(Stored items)
◇ ◇ ◇ ◇ ◇ ◇ ◇
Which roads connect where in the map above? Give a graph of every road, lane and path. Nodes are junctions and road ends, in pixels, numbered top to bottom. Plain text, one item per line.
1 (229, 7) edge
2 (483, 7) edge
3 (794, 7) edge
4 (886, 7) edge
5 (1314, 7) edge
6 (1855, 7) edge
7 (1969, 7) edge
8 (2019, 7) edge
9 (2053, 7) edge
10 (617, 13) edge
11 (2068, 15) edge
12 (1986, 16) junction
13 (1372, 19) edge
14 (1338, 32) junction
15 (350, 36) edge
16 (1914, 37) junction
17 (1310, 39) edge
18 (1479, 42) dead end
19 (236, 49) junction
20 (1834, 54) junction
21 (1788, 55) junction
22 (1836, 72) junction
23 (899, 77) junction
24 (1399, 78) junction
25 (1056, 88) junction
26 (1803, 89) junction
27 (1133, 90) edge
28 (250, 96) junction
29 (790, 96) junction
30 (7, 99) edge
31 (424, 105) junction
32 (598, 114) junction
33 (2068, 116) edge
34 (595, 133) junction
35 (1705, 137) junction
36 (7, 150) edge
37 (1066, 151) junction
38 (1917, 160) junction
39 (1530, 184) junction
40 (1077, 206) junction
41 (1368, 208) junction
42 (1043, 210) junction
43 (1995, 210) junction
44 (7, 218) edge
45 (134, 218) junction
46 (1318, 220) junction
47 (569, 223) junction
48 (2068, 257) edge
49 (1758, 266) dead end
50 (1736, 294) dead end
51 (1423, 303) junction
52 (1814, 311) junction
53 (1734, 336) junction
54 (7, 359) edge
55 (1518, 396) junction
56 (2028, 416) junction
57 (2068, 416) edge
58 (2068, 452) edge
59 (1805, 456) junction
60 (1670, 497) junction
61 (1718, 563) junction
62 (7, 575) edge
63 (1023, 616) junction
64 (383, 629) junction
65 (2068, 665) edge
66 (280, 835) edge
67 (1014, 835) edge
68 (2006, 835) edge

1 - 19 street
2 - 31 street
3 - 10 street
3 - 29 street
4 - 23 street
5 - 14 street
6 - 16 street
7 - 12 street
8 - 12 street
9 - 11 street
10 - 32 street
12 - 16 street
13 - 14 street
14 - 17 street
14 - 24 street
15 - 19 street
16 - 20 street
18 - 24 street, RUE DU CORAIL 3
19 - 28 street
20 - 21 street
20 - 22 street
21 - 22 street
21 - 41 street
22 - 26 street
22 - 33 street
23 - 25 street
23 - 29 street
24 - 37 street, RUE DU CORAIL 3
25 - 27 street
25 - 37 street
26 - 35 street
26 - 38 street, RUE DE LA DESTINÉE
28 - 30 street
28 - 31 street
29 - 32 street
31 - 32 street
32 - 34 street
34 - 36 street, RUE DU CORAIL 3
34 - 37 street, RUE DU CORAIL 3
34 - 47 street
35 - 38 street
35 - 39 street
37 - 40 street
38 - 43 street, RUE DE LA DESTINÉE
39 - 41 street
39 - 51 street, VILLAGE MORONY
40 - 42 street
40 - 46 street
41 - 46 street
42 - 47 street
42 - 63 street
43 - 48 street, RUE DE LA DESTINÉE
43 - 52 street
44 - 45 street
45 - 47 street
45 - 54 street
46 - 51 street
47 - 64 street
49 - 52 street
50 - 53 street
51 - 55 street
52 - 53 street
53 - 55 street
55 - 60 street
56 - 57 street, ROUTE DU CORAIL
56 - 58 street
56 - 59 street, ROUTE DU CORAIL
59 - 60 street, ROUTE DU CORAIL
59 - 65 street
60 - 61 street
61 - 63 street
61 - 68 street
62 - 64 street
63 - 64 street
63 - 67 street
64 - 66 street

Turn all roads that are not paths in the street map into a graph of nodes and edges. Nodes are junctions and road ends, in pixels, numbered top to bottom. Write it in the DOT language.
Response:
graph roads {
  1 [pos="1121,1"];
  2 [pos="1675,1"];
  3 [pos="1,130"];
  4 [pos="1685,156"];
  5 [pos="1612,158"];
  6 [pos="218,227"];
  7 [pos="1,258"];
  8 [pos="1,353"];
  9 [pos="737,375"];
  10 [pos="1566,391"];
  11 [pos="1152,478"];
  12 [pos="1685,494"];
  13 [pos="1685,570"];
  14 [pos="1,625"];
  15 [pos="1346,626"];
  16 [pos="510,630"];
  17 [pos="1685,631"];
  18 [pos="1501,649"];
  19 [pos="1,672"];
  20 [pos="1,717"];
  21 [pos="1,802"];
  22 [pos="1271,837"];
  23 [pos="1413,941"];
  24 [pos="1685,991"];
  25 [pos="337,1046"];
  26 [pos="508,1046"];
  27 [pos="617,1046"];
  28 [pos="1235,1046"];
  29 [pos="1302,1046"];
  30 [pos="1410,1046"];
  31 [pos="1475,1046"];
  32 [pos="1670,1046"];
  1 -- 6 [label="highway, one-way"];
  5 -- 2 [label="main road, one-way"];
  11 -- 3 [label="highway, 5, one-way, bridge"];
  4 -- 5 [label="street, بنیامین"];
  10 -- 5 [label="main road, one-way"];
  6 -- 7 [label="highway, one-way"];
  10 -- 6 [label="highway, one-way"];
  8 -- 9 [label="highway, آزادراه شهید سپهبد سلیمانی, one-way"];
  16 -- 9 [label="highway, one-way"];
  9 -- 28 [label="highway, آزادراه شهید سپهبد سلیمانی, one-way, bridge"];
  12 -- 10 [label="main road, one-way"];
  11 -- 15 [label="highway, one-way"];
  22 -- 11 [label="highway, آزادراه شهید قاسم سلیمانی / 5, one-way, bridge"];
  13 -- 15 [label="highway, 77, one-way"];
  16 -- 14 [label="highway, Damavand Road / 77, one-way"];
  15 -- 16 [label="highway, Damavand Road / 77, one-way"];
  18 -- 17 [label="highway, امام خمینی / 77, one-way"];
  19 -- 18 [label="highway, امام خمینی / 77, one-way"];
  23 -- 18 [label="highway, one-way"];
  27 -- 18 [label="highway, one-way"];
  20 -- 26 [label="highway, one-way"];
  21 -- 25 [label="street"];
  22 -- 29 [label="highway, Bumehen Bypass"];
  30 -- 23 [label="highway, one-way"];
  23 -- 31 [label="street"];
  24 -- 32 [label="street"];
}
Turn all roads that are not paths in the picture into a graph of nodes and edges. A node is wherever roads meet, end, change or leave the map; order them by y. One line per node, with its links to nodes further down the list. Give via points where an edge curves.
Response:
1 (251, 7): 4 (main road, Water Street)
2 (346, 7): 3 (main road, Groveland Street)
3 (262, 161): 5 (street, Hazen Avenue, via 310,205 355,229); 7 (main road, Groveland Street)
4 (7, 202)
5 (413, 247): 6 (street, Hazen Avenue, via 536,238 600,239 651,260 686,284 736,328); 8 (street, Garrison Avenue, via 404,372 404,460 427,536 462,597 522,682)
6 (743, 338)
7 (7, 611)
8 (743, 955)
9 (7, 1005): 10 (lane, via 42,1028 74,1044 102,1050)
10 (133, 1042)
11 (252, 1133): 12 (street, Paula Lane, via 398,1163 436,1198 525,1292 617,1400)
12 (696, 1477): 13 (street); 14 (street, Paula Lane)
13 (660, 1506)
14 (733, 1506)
◇ ◇ ◇ ◇ ◇ ◇ ◇
The records above must be retyped in full, exactly.

RESPONSE:
Which roads connect where in the map above? Give a graph of every road, lane and path. Nodes are junctions and road ends, in pixels, numbered top to bottom. Plain text, one item per line.
1 (229, 7) edge
2 (483, 7) edge
3 (794, 7) edge
4 (886, 7) edge
5 (1314, 7) edge
6 (1855, 7) edge
7 (1969, 7) edge
8 (2019, 7) edge
9 (2053, 7) edge
10 (617, 13) edge
11 (2068, 15) edge
12 (1986, 16) junction
13 (1372, 19) edge
14 (1338, 32) junction
15 (350, 36) edge
16 (1914, 37) junction
17 (1310, 39) edge
18 (1479, 42) dead end
19 (236, 49) junction
20 (1834, 54) junction
21 (1788, 55) junction
22 (1836, 72) junction
23 (899, 77) junction
24 (1399, 78) junction
25 (1056, 88) junction
26 (1803, 89) junction
27 (1133, 90) edge
28 (250, 96) junction
29 (790, 96) junction
30 (7, 99) edge
31 (424, 105) junction
32 (598, 114) junction
33 (2068, 116) edge
34 (595, 133) junction
35 (1705, 137) junction
36 (7, 150) edge
37 (1066, 151) junction
38 (1917, 160) junction
39 (1530, 184) junction
40 (1077, 206) junction
41 (1368, 208) junction
42 (1043, 210) junction
43 (1995, 210) junction
44 (7, 218) edge
45 (134, 218) junction
46 (1318, 220) junction
47 (569, 223) junction
48 (2068, 257) edge
49 (1758, 266) dead end
50 (1736, 294) dead end
51 (1423, 303) junction
52 (1814, 311) junction
53 (1734, 336) junction
54 (7, 359) edge
55 (1518, 396) junction
56 (2028, 416) junction
57 (2068, 416) edge
58 (2068, 452) edge
59 (1805, 456) junction
60 (1670, 497) junction
61 (1718, 563) junction
62 (7, 575) edge
63 (1023, 616) junction
64 (383, 629) junction
65 (2068, 665) edge
66 (280, 835) edge
67 (1014, 835) edge
68 (2006, 835) edge

1 - 19 street
2 - 31 street
3 - 10 street
3 - 29 street
4 - 23 street
5 - 14 street
6 - 16 street
7 - 12 street
8 - 12 street
9 - 11 street
10 - 32 street
12 - 16 street
13 - 14 street
14 - 17 street
14 - 24 street
15 - 19 street
16 - 20 street
18 - 24 street, RUE DU CORAIL 3
19 - 28 street
20 - 21 street
20 - 22 street
21 - 22 street
21 - 41 street
22 - 26 street
22 - 33 street
23 - 25 street
23 - 29 street
24 - 37 street, RUE DU CORAIL 3
25 - 27 street
25 - 37 street
26 - 35 street
26 - 38 street, RUE DE LA DESTINÉE
28 - 30 street
28 - 31 street
29 - 32 street
31 - 32 street
32 - 34 street
34 - 36 street, RUE DU CORAIL 3
34 - 37 street, RUE DU CORAIL 3
34 - 47 street
35 - 38 street
35 - 39 street
37 - 40 street
38 - 43 street, RUE DE LA DESTINÉE
39 - 41 street
39 - 51 street, VILLAGE MORONY
40 - 42 street
40 - 46 street
41 - 46 street
42 - 47 street
42 - 63 street
43 - 48 street, RUE DE LA DESTINÉE
43 - 52 street
44 - 45 street
45 - 47 street
45 - 54 street
46 - 51 street
47 - 64 street
49 - 52 street
50 - 53 street
51 - 55 street
52 - 53 street
53 - 55 street
55 - 60 street
56 - 57 street, ROUTE DU CORAIL
56 - 58 street
56 - 59 street, ROUTE DU CORAIL
59 - 60 street, ROUTE DU CORAIL
59 - 65 street
60 - 61 street
61 - 63 street
61 - 68 street
62 - 64 street
63 - 64 street
63 - 67 street
64 - 66 street

Turn all roads that are not paths in the street map into a graph of nodes and edges. Nodes are junctions and road ends, in pixels, numbered top to bottom. Write it in the DOT language.
Response:
graph roads {
  1 [pos="1121,1"];
  2 [pos="1675,1"];
  3 [pos="1,130"];
  4 [pos="1685,156"];
  5 [pos="1612,158"];
  6 [pos="218,227"];
  7 [pos="1,258"];
  8 [pos="1,353"];
  9 [pos="737,375"];
  10 [pos="1566,391"];
  11 [pos="1152,478"];
  12 [pos="1685,494"];
  13 [pos="1685,570"];
  14 [pos="1,625"];
  15 [pos="1346,626"];
  16 [pos="510,630"];
  17 [pos="1685,631"];
  18 [pos="1501,649"];
  19 [pos="1,672"];
  20 [pos="1,717"];
  21 [pos="1,802"];
  22 [pos="1271,837"];
  23 [pos="1413,941"];
  24 [pos="1685,991"];
  25 [pos="337,1046"];
  26 [pos="508,1046"];
  27 [pos="617,1046"];
  28 [pos="1235,1046"];
  29 [pos="1302,1046"];
  30 [pos="1410,1046"];
  31 [pos="1475,1046"];
  32 [pos="1670,1046"];
  1 -- 6 [label="highway, one-way"];
  5 -- 2 [label="main road, one-way"];
  11 -- 3 [label="highway, 5, one-way, bridge"];
  4 -- 5 [label="street, بنیامین"];
  10 -- 5 [label="main road, one-way"];
  6 -- 7 [label="highway, one-way"];
  10 -- 6 [label="highway, one-way"];
  8 -- 9 [label="highway, آزادراه شهید سپهبد سلیمانی, one-way"];
  16 -- 9 [label="highway, one-way"];
  9 -- 28 [label="highway, آزادراه شهید سپهبد سلیمانی, one-way, bridge"];
  12 -- 10 [label="main road, one-way"];
  11 -- 15 [label="highway, one-way"];
  22 -- 11 [label="highway, آزادراه شهید قاسم سلیمانی / 5, one-way, bridge"];
  13 -- 15 [label="highway, 77, one-way"];
  16 -- 14 [label="highway, Damavand Road / 77, one-way"];
  15 -- 16 [label="highway, Damavand Road / 77, one-way"];
  18 -- 17 [label="highway, امام خمینی / 77, one-way"];
  19 -- 18 [label="highway, امام خمینی / 77, one-way"];
  23 -- 18 [label="highway, one-way"];
  27 -- 18 [label="highway, one-way"];
  20 -- 26 [label="highway, one-way"];
  21 -- 25 [label="street"];
  22 -- 29 [label="highway, Bumehen Bypass"];
  30 -- 23 [label="highway, one-way"];
  23 -- 31 [label="street"];
  24 -- 32 [label="street"];
}
Turn all roads that are not paths in the picture into a graph of nodes and edges. A node is wherever roads meet, end, change or leave the map; order them by y. One line per node, with its links to nodes further down the list. Give via points where an edge curves.
Response:
1 (251, 7): 4 (main road, Water Street)
2 (346, 7): 3 (main road, Groveland Street)
3 (262, 161): 5 (street, Hazen Avenue, via 310,205 355,229); 7 (main road, Groveland Street)
4 (7, 202)
5 (413, 247): 6 (street, Hazen Avenue, via 536,238 600,239 651,260 686,284 736,328); 8 (street, Garrison Avenue, via 404,372 404,460 427,536 462,597 522,682)
6 (743, 338)
7 (7, 611)
8 (743, 955)
9 (7, 1005): 10 (lane, via 42,1028 74,1044 102,1050)
10 (133, 1042)
11 (252, 1133): 12 (street, Paula Lane, via 398,1163 436,1198 525,1292 617,1400)
12 (696, 1477): 13 (street); 14 (street, Paula Lane)
13 (660, 1506)
14 (733, 1506)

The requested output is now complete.